Work required:
Check each line of the records below for the string "اوارز", then state how many lines contain it, with no other output.

Records shown:
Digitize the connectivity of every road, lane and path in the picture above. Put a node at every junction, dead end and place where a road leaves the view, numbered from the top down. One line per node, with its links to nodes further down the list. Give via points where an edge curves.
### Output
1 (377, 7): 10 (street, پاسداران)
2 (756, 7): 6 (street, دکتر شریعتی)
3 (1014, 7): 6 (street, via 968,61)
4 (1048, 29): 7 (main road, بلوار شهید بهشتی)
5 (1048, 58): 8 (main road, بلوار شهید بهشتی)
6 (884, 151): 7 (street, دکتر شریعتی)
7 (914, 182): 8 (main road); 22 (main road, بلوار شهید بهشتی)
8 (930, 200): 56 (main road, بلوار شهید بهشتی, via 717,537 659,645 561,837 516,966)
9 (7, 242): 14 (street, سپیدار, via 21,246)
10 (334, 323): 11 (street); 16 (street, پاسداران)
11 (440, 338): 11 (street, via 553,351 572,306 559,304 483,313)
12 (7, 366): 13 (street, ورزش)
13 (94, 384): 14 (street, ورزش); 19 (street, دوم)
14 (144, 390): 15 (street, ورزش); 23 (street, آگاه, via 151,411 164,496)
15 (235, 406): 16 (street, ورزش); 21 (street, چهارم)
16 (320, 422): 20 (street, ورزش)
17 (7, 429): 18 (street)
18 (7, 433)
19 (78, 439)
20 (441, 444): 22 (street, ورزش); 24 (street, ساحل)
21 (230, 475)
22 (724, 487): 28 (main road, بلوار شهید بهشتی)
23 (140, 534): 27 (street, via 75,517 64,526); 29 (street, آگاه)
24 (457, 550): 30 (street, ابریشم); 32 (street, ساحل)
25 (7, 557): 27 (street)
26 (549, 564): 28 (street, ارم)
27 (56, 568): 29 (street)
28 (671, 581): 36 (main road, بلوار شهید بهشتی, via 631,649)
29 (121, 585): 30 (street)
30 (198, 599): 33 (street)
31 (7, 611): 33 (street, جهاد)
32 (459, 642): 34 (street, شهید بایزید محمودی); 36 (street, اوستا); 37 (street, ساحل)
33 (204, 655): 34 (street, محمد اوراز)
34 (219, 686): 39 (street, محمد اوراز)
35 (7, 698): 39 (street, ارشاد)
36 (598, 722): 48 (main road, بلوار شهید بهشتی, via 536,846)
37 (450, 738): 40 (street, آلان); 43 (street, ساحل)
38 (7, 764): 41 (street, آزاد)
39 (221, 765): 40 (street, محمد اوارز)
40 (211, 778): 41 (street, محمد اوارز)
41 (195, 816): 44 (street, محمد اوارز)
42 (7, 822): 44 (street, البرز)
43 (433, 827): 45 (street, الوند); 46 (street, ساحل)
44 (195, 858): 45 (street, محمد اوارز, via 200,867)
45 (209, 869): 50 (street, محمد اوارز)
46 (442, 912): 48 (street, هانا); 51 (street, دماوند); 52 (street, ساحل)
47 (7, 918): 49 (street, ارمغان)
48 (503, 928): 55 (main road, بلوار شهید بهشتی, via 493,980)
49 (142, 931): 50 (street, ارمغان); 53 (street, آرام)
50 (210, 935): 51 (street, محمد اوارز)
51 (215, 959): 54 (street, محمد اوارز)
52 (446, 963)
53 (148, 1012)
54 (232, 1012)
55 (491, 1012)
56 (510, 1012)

Written answer:
7